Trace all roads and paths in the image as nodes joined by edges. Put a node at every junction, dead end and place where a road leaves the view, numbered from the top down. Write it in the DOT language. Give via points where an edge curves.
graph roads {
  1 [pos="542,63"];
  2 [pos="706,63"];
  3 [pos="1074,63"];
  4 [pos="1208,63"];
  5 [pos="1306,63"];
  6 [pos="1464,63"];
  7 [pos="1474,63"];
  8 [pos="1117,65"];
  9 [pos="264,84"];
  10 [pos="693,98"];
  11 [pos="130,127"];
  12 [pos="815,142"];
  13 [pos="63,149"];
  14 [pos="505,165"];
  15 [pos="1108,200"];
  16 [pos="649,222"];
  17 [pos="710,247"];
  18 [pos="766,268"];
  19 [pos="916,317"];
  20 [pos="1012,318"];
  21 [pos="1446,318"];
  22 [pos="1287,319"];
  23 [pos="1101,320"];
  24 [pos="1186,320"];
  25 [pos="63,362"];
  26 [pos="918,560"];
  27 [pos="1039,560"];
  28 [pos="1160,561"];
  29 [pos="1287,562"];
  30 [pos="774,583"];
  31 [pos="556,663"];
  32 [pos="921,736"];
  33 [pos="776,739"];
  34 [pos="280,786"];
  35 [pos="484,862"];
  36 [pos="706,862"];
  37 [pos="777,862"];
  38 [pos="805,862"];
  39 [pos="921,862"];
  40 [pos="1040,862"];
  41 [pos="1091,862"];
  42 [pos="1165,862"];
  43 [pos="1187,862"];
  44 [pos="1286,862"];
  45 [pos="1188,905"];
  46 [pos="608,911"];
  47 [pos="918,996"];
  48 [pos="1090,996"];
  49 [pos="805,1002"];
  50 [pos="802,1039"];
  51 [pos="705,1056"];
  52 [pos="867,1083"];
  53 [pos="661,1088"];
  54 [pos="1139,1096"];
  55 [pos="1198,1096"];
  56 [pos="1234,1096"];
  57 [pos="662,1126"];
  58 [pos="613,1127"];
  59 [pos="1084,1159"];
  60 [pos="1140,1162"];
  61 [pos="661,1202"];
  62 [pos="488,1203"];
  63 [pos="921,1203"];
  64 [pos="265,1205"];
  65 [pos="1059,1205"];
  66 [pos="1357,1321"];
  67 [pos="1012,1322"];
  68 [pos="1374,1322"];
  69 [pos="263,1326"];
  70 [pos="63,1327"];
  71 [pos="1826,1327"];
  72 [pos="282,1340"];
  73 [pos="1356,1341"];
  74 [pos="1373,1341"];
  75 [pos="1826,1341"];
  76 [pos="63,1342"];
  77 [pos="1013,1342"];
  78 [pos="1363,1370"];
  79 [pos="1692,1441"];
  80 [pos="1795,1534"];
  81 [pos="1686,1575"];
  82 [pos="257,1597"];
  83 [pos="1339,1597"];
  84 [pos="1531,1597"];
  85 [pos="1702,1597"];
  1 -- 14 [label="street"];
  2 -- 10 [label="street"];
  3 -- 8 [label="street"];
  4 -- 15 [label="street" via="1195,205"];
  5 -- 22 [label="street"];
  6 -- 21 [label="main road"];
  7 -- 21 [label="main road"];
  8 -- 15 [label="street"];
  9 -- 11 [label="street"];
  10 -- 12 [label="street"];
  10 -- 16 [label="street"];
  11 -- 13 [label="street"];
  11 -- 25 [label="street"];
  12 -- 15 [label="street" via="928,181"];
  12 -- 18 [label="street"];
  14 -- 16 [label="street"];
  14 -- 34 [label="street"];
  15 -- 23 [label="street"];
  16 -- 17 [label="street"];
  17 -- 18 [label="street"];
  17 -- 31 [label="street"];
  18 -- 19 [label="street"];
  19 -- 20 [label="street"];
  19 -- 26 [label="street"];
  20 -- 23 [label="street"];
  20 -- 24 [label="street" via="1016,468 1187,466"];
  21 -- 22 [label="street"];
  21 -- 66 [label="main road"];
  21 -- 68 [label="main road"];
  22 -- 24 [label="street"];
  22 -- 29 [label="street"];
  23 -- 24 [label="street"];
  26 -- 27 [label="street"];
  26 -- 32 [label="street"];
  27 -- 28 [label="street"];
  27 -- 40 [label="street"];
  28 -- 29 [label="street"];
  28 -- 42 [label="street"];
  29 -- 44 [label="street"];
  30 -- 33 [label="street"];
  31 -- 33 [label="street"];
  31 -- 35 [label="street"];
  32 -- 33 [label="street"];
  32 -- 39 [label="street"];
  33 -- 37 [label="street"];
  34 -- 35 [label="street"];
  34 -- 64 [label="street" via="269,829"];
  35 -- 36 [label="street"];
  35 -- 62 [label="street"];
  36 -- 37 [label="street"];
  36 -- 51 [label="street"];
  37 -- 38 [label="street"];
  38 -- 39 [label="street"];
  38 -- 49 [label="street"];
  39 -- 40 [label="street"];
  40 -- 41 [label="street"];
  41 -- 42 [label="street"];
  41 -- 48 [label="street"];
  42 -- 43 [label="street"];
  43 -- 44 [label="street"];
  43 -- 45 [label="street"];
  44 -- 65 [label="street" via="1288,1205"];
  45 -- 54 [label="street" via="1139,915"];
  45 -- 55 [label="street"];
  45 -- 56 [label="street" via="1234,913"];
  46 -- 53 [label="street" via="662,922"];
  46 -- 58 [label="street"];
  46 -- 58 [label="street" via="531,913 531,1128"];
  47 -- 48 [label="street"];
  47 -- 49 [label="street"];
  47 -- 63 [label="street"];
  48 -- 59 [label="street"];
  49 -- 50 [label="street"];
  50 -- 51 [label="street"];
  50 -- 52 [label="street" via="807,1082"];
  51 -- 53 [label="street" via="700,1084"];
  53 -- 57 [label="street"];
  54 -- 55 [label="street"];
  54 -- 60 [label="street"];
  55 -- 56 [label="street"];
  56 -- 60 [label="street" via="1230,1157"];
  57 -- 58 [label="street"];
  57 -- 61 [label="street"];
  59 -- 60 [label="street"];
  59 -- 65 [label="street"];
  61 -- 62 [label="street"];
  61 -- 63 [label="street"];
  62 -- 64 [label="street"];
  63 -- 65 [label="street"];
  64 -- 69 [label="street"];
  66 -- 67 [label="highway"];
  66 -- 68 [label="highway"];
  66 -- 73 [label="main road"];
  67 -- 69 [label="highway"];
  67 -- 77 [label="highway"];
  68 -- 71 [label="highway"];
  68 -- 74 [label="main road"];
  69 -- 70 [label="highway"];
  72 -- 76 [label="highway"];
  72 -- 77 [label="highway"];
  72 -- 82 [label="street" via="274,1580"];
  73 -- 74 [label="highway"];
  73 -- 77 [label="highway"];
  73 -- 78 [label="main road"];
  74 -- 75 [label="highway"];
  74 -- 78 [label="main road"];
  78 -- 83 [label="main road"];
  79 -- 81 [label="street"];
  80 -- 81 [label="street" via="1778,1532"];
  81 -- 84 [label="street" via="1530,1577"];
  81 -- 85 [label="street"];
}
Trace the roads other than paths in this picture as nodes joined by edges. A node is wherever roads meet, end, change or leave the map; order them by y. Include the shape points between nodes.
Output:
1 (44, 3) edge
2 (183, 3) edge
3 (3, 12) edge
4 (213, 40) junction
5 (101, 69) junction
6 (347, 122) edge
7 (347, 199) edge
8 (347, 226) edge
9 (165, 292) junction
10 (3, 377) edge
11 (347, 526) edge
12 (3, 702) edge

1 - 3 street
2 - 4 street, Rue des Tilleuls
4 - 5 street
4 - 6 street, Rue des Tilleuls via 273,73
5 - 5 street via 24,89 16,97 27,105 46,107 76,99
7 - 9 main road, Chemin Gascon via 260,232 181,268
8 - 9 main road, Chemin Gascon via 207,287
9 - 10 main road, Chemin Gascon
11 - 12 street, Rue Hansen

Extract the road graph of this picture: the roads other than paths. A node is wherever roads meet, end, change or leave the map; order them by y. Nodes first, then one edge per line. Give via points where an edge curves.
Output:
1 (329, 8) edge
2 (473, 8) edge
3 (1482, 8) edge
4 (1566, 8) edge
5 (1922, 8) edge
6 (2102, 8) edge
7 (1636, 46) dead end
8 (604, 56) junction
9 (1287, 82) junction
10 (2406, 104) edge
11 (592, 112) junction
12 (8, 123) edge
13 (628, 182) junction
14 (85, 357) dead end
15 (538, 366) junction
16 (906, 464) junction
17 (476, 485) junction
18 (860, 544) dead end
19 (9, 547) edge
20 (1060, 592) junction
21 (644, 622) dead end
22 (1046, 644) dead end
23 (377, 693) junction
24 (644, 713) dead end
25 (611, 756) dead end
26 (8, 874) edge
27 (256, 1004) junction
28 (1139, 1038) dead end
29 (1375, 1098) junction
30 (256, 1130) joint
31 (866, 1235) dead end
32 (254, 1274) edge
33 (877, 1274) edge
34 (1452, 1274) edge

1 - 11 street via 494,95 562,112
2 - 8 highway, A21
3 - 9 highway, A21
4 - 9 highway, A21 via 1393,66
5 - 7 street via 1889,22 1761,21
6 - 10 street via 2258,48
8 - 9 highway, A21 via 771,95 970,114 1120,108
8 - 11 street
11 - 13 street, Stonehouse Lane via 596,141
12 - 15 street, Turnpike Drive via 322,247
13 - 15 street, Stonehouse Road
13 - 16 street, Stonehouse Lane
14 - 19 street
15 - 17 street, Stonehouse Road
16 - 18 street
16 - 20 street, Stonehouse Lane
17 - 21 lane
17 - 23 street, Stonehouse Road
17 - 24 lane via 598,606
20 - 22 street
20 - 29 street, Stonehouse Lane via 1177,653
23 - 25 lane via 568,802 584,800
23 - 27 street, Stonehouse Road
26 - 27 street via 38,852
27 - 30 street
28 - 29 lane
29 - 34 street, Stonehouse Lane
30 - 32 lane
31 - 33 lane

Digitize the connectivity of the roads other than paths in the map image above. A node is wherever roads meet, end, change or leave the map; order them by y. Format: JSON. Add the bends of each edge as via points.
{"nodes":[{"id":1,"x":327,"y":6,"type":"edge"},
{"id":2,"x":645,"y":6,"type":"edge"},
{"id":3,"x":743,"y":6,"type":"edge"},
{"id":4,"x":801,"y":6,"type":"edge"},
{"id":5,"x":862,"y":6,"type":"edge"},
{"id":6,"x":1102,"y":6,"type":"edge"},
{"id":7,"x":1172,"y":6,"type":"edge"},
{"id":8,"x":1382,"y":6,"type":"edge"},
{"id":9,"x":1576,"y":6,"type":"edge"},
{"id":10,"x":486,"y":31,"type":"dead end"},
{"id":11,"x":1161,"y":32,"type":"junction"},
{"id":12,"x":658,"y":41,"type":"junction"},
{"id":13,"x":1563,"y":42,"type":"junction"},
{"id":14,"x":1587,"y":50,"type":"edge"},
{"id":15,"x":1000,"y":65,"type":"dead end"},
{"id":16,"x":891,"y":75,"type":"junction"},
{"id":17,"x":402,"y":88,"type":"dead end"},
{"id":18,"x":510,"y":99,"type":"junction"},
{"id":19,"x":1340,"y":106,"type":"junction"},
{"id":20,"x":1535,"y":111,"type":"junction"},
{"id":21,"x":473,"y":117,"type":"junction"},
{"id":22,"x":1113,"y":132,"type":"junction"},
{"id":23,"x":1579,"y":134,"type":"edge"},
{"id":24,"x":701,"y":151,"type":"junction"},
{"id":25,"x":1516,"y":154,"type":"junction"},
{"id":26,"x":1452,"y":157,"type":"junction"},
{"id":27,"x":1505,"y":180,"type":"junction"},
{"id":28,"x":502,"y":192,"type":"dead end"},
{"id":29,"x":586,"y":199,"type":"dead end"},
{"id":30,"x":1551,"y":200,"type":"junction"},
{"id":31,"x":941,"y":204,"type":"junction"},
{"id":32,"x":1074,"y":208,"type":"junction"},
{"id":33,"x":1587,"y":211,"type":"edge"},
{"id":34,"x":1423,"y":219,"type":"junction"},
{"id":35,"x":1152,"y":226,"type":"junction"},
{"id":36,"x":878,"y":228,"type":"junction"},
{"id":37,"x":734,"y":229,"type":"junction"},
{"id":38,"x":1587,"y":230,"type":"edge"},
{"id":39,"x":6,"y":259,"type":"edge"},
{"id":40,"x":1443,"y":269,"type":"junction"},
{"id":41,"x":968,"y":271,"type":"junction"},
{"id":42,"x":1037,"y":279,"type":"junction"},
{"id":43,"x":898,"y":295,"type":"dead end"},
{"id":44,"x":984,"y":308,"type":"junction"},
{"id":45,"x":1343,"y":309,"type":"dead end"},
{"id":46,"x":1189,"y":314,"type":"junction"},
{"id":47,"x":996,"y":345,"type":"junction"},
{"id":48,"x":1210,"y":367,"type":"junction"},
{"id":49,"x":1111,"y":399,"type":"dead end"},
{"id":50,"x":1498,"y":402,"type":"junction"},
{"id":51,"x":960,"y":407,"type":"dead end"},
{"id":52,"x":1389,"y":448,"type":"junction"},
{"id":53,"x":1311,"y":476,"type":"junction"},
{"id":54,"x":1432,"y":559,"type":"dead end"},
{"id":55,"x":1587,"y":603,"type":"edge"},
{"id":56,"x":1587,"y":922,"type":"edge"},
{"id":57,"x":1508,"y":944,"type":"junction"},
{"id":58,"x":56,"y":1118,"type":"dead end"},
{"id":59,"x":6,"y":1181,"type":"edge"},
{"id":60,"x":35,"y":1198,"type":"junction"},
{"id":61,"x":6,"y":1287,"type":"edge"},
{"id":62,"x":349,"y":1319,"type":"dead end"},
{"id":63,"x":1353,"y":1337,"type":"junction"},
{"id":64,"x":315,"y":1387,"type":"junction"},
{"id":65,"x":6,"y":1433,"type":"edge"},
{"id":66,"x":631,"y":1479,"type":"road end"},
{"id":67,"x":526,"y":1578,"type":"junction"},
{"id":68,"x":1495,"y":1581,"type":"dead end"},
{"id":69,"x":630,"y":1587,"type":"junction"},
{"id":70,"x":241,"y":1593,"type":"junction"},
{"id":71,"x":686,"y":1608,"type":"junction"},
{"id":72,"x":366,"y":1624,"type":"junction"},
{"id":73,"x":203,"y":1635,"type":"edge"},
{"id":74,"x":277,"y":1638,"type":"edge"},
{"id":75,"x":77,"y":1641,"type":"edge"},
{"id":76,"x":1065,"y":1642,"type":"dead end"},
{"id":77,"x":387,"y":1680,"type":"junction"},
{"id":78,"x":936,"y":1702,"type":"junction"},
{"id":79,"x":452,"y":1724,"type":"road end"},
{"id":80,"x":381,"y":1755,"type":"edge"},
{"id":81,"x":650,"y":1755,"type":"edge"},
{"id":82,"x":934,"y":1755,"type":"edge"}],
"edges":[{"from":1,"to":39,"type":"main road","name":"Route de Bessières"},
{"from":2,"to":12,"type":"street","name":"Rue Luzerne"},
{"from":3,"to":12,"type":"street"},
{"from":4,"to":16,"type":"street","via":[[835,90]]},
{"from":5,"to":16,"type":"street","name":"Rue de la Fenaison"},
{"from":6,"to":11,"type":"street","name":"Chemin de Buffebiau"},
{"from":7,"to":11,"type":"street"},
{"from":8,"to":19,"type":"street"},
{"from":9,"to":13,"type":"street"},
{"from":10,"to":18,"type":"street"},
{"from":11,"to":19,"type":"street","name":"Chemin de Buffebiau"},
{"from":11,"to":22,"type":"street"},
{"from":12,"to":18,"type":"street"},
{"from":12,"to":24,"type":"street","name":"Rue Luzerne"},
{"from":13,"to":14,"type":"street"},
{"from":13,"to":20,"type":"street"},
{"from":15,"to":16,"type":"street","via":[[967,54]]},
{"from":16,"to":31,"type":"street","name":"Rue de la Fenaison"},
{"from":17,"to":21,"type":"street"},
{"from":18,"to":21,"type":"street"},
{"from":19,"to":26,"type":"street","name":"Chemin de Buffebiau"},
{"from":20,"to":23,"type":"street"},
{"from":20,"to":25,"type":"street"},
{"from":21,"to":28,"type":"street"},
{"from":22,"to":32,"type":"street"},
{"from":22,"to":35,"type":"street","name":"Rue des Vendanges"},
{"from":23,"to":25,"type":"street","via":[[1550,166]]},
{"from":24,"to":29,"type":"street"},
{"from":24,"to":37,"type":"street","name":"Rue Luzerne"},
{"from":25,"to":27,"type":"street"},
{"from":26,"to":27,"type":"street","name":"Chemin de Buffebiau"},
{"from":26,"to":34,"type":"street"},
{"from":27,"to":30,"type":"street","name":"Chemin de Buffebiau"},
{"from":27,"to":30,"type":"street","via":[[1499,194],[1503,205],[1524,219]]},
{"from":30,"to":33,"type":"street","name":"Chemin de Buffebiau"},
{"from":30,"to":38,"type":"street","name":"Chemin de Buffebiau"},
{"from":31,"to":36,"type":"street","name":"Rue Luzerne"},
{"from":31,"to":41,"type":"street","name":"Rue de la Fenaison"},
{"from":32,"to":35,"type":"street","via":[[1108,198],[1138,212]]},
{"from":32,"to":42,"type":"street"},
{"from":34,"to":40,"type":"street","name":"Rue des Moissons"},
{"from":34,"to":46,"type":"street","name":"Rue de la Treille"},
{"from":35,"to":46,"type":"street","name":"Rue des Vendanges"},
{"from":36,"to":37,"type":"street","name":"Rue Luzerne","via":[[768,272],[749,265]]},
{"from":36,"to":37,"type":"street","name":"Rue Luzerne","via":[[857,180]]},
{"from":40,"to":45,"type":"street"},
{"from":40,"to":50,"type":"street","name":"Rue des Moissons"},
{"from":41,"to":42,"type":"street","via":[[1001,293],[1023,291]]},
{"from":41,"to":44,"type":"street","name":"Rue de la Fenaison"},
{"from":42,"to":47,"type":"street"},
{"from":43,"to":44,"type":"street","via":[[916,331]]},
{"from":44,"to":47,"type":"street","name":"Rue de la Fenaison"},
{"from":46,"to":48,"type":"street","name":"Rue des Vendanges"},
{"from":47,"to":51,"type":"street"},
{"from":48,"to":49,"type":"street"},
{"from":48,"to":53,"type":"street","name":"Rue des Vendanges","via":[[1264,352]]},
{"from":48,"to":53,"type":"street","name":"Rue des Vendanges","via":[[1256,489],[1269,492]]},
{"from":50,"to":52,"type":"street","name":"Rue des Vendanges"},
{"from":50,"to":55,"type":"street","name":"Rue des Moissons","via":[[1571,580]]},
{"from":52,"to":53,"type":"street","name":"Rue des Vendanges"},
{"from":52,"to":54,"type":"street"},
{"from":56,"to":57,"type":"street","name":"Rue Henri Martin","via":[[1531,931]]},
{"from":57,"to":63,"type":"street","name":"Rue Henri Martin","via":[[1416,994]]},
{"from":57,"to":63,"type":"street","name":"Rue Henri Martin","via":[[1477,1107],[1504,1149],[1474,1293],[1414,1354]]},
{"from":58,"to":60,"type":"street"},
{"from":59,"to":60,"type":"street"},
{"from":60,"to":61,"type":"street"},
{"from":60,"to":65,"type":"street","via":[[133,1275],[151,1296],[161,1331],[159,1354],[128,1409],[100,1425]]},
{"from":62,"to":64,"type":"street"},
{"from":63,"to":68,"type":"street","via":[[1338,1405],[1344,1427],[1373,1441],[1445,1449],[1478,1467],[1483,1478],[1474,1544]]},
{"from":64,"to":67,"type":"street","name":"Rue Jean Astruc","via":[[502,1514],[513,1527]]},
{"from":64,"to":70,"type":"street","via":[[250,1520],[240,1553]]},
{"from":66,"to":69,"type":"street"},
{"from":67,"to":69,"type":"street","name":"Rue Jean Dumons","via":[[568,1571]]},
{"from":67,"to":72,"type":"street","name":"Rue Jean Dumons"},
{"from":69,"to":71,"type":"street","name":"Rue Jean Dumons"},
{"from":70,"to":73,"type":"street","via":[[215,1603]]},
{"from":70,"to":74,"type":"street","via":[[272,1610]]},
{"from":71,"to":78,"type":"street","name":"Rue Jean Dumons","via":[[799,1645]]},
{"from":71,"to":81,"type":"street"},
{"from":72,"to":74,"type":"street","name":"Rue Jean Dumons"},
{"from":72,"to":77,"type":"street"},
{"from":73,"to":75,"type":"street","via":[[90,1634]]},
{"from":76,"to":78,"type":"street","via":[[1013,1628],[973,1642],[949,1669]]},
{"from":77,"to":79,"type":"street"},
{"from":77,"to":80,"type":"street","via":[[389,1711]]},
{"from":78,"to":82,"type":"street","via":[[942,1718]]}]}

## [The problem]
Lines to set down from above: the line with "Trace the roads", the line with "Extract the road", and every line between, each exactly as written.

## [Exercise result]
Trace the roads other than paths in this picture as nodes joined by edges. A node is wherever roads meet, end, change or leave the map; order them by y. Include the shape points between nodes.
Output:
1 (44, 3) edge
2 (183, 3) edge
3 (3, 12) edge
4 (213, 40) junction
5 (101, 69) junction
6 (347, 122) edge
7 (347, 199) edge
8 (347, 226) edge
9 (165, 292) junction
10 (3, 377) edge
11 (347, 526) edge
12 (3, 702) edge

1 - 3 street
2 - 4 street, Rue des Tilleuls
4 - 5 street
4 - 6 street, Rue des Tilleuls via 273,73
5 - 5 street via 24,89 16,97 27,105 46,107 76,99
7 - 9 main road, Chemin Gascon via 260,232 181,268
8 - 9 main road, Chemin Gascon via 207,287
9 - 10 main road, Chemin Gascon
11 - 12 street, Rue Hansen

Extract the road graph of this picture: the roads other than paths. A node is wherever roads meet, end, change or leave the map; order them by y. Nodes first, then one edge per line. Give via points where an edge curves.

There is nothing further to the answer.